このプロジェクトは「公益財団法人せたがや文化財団 生活工房」と大阪を拠点に活動する「NPO法人 記録と表現とメディアのための組織」が2015年に立ち上げ、約3年かけて地域の人々などから映像を収集。2019年からウェブサイトでの公開をスタートさせた。集められた映像は、提供者の自宅に眠っていたものからフリーマーケットで購入されたものなど、さまざまである。
昭和30年ごろの8mmフィルムカメラは、まだまだ高価で、誰もがいつでもどこでも気軽に撮影ができなかったもの。レンズの向こう側にあったのは、戦後、目まぐるしい発展をとげつつあった高度経済成長期を生きた人々の“何気ない日常”だった。
プロジェクトの立ち上げに携わった生活工房の佐藤史治さんは「身近な暮らしを地域資料として残しかった」と話す。また、集めた映像の試写会を行ったとき、思わぬ化学反応が起きたという。

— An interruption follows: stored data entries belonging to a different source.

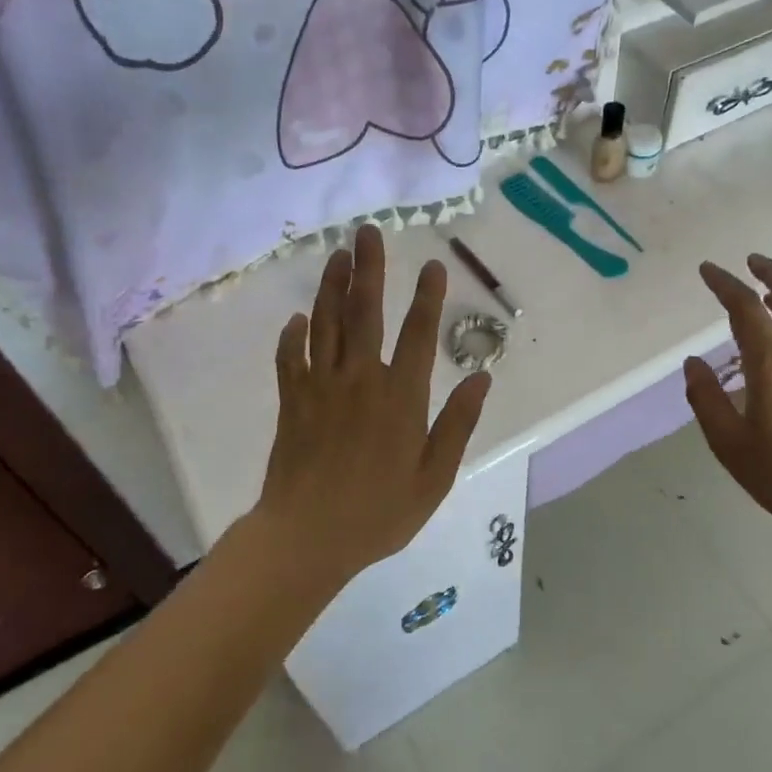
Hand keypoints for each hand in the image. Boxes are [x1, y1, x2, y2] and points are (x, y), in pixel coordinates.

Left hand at [256, 224, 491, 588]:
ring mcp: (322, 387)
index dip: (428, 297)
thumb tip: (482, 378)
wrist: (307, 538)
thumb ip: (458, 424)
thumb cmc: (379, 512)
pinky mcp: (293, 401)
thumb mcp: (435, 477)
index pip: (419, 334)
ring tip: (338, 255)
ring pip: (326, 324)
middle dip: (370, 269)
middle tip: (368, 232)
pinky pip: (290, 358)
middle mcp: (361, 379)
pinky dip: (292, 335)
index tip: (434, 265)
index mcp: (401, 396)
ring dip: (332, 286)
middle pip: (365, 312)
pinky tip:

「8mmフィルムを提供してくれる方々にとって、映像はホームムービーなんですよね。自分の家族以外が見ても『面白くない』『たいしたことないよ』とか言うんですけど、『あそこは経堂の駅だ』とか、『靴磨きの人がいる』とかそういう話がすごく出てきて、映像をきっかけに豊かな場が作られるということがありまして『自分のフィルムにこういう価値があったんだ』とお気づきになった人もいました」
当時の時代を知る人、そして生まれてすらいなかった人、さまざまな背景を持つ人が見ることによって生まれる映像の“新たな価値”。佐藤さんはこの価値にこそ、大きな意義があるという。
「ある人にとっては懐かしい。知らない若い世代の人だと全然気付かないというか、全然分からない差異とか、それに別の人が指摘して気づくみたいな。すごい面白い時間でした」
佐藤さんは、一つ一つの映像に込められた提供者の“声”にも注目してほしいと話す。
「ウェブサイトの中にキャプションがあるんですが、これは提供者の方と一緒に映像を見たときに出てきた言葉をもとに作られています。映像をぼんやり見るだけではわからないことが、提供者の言葉が添えられることで、立体的に浮かび上がってきます。ぜひそういう面でも見ていただきたいなと思います。おじいちゃんやおばあちゃんと一緒にフィルムを見ていただくと、新しい気付きや昔の話なども一緒に聞けると思います。世代が異なる間でコミュニケーションをとれるようになるといいなと考えています」
最後に視聴者に向けて「向ヶ丘遊園の映像の中に、ステージで外国の方がひもを持ってプラプラ何かしているんですけど、それが何なのか分からなくて。昔一緒に見た方が『何とかっていうタレントなんじゃないか』とおっしゃっていたんですが……。これが誰なのか、分かる方がいらっしゃれば情報提供をいただけるとうれしいです」と呼びかけた佐藤さん。